Dataset entries
####################

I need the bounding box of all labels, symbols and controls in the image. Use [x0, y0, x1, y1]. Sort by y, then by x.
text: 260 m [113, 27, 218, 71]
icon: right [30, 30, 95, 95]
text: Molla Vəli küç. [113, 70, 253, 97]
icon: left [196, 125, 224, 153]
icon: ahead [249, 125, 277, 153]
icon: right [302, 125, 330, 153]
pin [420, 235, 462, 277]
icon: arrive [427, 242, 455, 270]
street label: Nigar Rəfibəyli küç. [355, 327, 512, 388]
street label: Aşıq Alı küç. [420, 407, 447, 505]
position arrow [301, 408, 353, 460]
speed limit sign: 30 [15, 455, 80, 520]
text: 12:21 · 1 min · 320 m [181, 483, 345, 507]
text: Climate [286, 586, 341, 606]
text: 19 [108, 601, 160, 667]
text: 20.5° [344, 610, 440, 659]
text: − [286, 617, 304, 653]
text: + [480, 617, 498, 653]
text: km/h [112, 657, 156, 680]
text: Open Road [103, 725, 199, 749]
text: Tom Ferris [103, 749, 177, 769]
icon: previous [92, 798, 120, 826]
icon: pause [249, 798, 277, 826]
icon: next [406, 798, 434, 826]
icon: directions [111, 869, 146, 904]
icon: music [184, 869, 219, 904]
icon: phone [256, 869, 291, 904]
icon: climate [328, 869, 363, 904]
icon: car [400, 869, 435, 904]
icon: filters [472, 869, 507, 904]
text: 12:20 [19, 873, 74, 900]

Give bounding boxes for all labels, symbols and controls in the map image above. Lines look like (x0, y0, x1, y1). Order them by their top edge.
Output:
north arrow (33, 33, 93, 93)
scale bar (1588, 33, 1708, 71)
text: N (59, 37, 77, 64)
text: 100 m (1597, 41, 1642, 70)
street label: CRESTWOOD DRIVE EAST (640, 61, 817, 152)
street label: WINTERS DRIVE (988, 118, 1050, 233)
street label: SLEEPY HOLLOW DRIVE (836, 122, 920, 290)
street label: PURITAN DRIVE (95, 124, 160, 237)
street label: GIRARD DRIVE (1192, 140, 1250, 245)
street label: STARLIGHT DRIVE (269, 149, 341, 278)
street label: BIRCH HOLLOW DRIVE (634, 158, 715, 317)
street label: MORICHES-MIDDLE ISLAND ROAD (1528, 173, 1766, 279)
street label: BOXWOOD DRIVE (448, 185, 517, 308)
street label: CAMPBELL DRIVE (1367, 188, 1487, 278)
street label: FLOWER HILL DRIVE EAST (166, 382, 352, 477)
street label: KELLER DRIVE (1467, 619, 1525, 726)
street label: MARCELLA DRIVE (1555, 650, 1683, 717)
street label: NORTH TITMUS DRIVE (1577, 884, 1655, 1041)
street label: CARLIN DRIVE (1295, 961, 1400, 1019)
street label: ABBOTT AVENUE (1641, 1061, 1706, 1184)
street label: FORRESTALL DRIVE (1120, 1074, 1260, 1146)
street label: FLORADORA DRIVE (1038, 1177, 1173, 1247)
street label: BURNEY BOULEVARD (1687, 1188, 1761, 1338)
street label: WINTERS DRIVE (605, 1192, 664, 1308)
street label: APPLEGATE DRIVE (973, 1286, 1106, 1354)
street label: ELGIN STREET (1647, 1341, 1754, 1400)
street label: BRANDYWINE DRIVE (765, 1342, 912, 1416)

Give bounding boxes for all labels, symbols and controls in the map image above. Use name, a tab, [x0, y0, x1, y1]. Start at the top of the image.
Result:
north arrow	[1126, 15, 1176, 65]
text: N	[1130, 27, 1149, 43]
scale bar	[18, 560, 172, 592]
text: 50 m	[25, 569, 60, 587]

####################

WORK INSTRUCTION: Your answer should hold the line with "their top edge." and each line after it to the end of the data, retyped exactly. Include no other lines.

RESPONSE:
Give bounding boxes for all labels, symbols and controls in the map image above. Lines look like (x0, y0, x1, y1). Order them by their top edge.
Output:
north arrow (33, 33, 93, 93)
scale bar (1588, 33, 1708, 71)
text: N (59, 37, 77, 64)
text: 100 m (1597, 41, 1642, 70)
street label: CRESTWOOD DRIVE EAST (640, 61, 817, 152)
street label: WINTERS DRIVE (988, 118, 1050, 233)
street label: SLEEPY HOLLOW DRIVE (836, 122, 920, 290)
street label: PURITAN DRIVE (95, 124, 160, 237)
street label: GIRARD DRIVE (1192, 140, 1250, 245)
street label: STARLIGHT DRIVE (269, 149, 341, 278)
street label: BIRCH HOLLOW DRIVE (634, 158, 715, 317)
street label: MORICHES-MIDDLE ISLAND ROAD (1528, 173, 1766, 279)
street label: BOXWOOD DRIVE (448, 185, 517, 308)
street label: CAMPBELL DRIVE (1367, 188, 1487, 278)
street label: FLOWER HILL DRIVE EAST (166, 382, 352, 477)
street label: KELLER DRIVE (1467, 619, 1525, 726)
street label: MARCELLA DRIVE (1555, 650, 1683, 717)
street label: NORTH TITMUS DRIVE (1577, 884, 1655, 1041)
street label: CARLIN DRIVE (1295, 961, 1400, 1019)
street label: ABBOTT AVENUE (1641, 1061, 1706, 1184)
street label: FORRESTALL DRIVE (1120, 1074, 1260, 1146)
street label: FLORADORA DRIVE (1038, 1177, 1173, 1247)
street label: BURNEY BOULEVARD (1687, 1188, 1761, 1338)
street label: WINTERS DRIVE (605, 1192, 664, 1308)
street label: APPLEGATE DRIVE (973, 1286, 1106, 1354)
street label: ELGIN STREET (1647, 1341, 1754, 1400)
street label: BRANDYWINE DRIVE (765, 1342, 912, 1416)

Give bounding boxes for all labels, symbols and controls in the map image above. Use name, a tab, [x0, y0, x1, y1]. Start at the top of the image.
Result:
north arrow	[1126, 15, 1176, 65]
text: N	[1130, 27, 1149, 43]
scale bar	[18, 560, 172, 592]
text: 50 m	[25, 569, 60, 587]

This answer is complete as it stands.